彼の開いてくれた扉を、無駄にすることなんてできない。
「一度、落ち着いて考えてみたらどうだ?」
「……」
「何かしなくちゃいけないという衝動、ってのは身に憶えがあるけれど、同じとは限らないしな。まずはその感情の発生源を特定しないと、根本的な解決にはならないと思う」
「そいつは……」
自分もすべてが理解できているとは思わないが、少なくとも、杜宮に来た当初のような危機感などは抱いていない。
何かしたいとは思うが、それは自分が空っぽであるという自覚からだと認識している。
洸は恐らく、その認識すら抱けていないのだろう。もしくは分かっていても本能的に認識しないようにしているか。
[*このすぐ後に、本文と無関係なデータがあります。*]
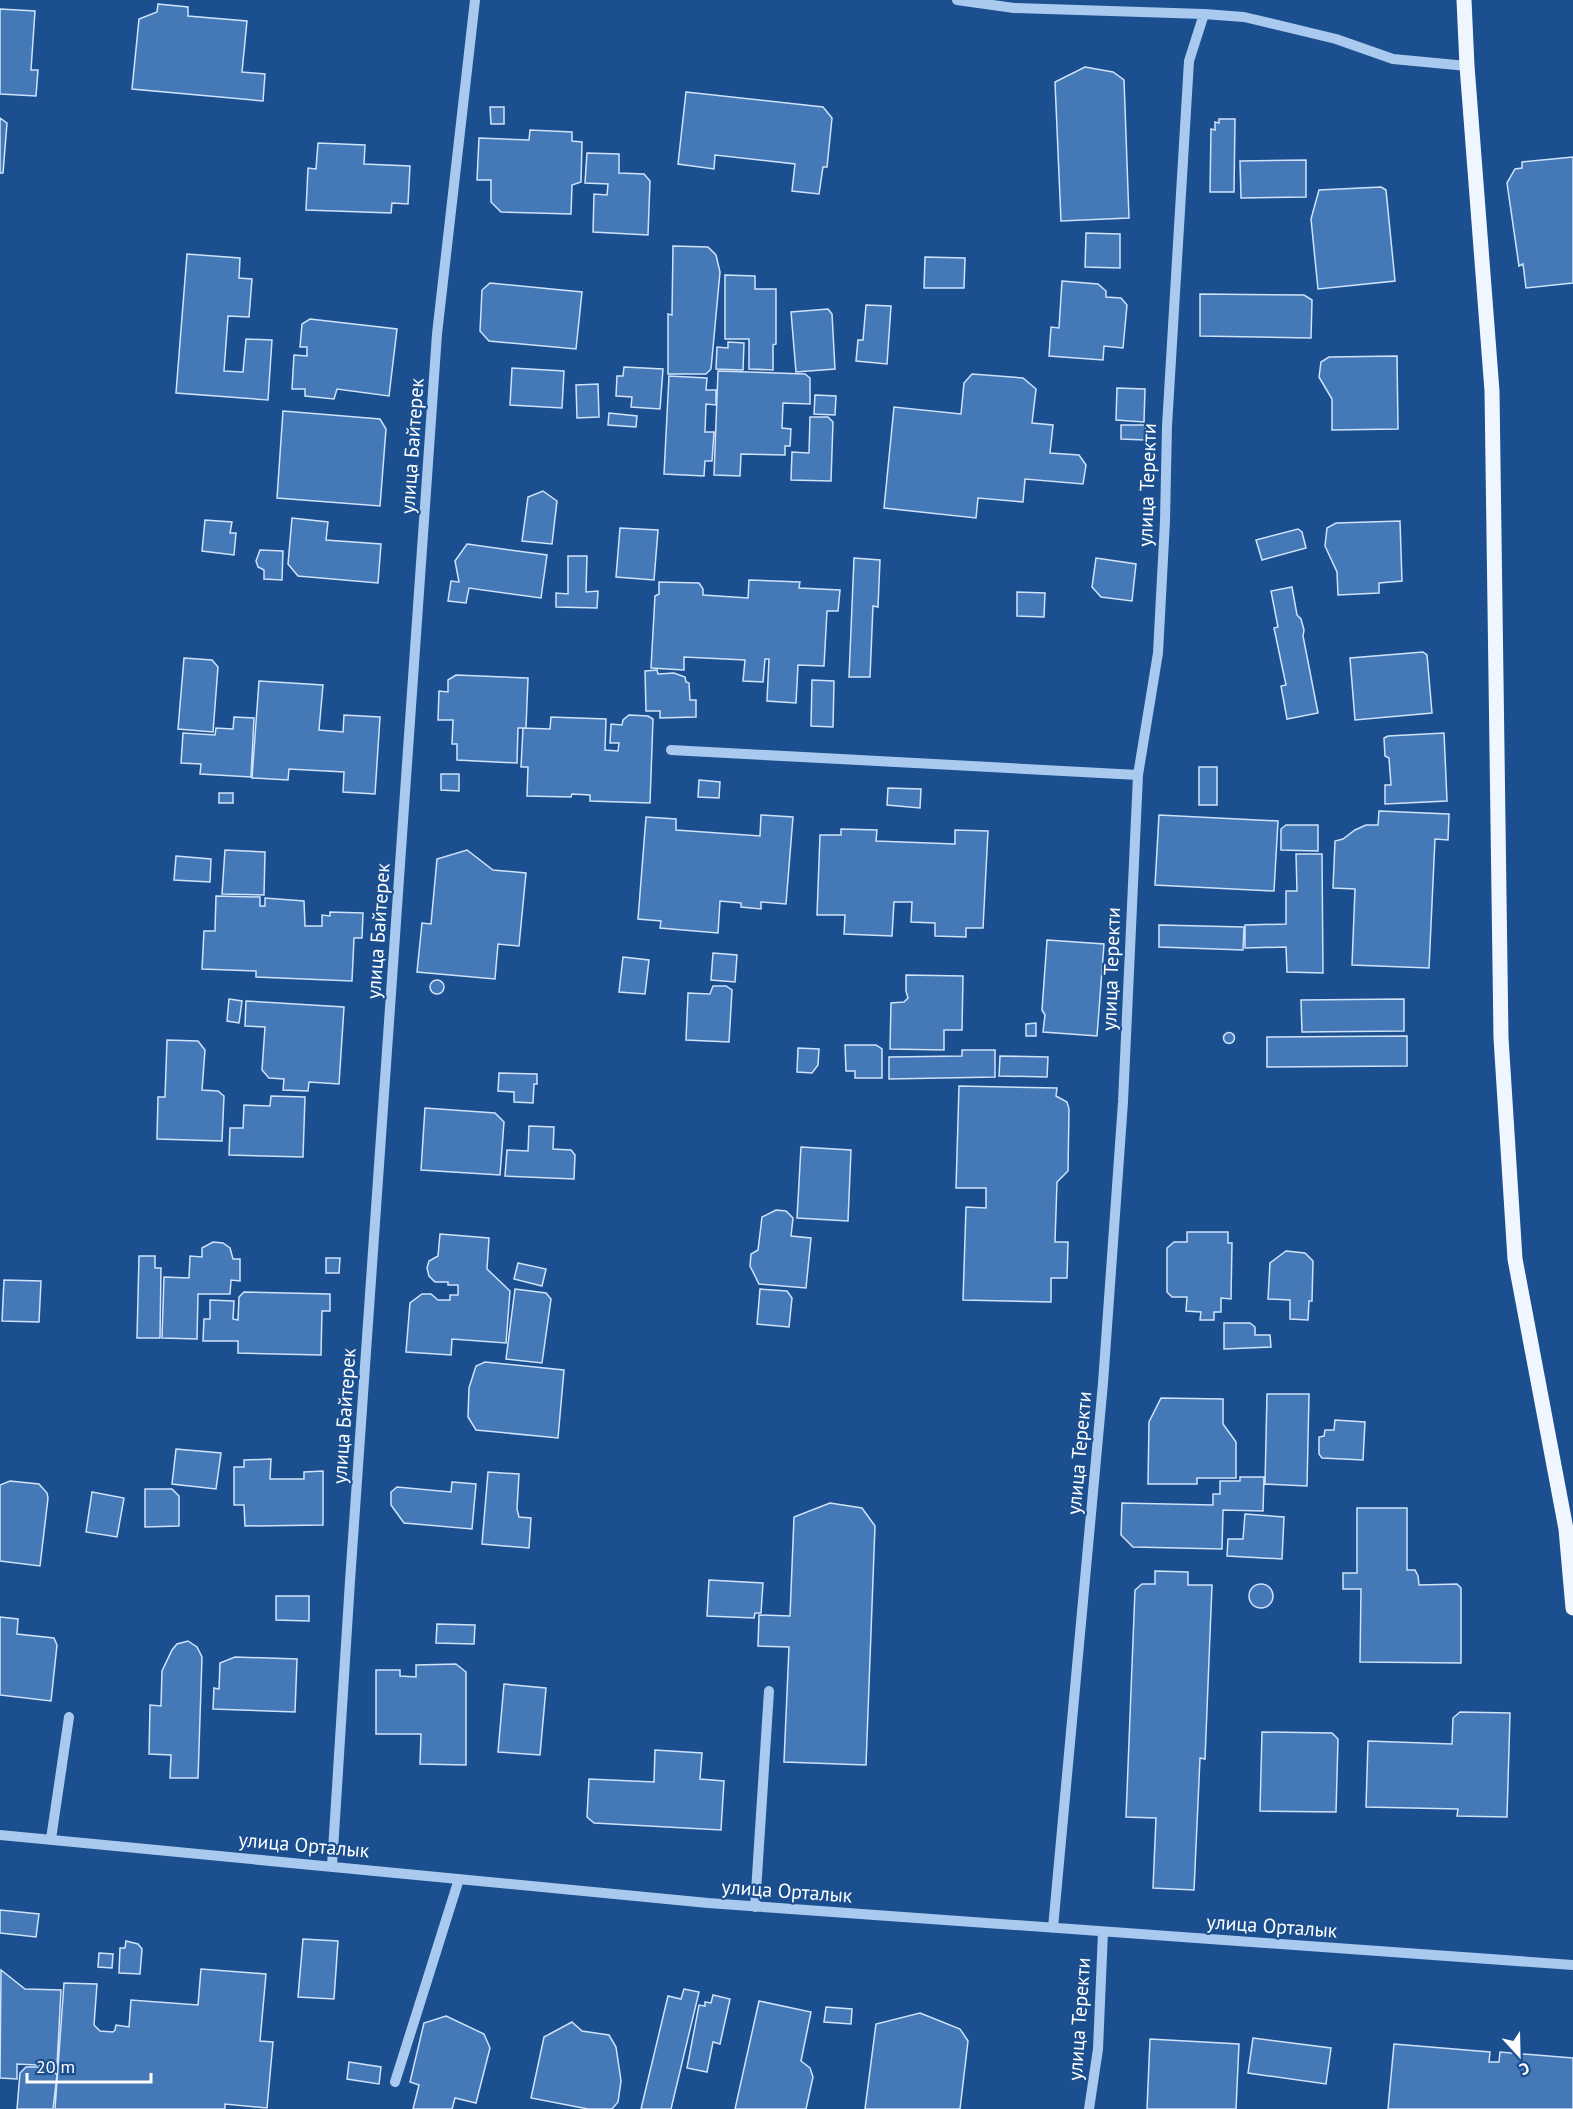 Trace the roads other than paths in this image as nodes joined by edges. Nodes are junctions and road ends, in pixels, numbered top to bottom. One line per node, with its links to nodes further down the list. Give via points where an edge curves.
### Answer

何にせよ、このままいけば、待っているのは“破滅”だ。
「感情に任せて激務に身を投じていたら、きっと、誰かを悲しませるんじゃないか?」
「──ッ!!」
彼は既に、バイトで多くの人に心配をかけているらしい。ご両親、倉敷家、九重先生とお爺さん、伊吹に小日向、あとは柊など自分たちも。
洸に何かあったら、絶対に悲しむ。
だから、一度だけ、足を止めてほしい。
そう願って、彼を諭すように提案した。
「……だな。少し、考えてみるわ」
「ああ……良ければその依頼は預かるか?」
「……いや、取り敢えず、受けちまった以上はやるしかねえ」
「手伝うぞ」
「ああ、サンキ──」
礼を言おうとした洸の口が、止まる。
「わり、やっぱ良いわ」
今は1人にしてくれ、と、洸は小さく呟いた。
……彼の去って行く姿を見送る。
きっと間違ってはいなかった。
けれど、もっと良い助言ならできたかもしれない。
柊ならなんて言っただろう。璃音ならなんて言っただろう。空なら、倉敷さんや伊吹、小日向なら、いったい何と言うだろう。
疑問は、尽きない。
──夜──
何もする気が起きず、寝た。
『今日は悪かったな。……暫く1人で考えさせてくれ。同好会の活動とかには参加するから、その時には声を掛けてくれると助かる』
コミュ・魔術師“時坂 洸”のレベルが5に上がった。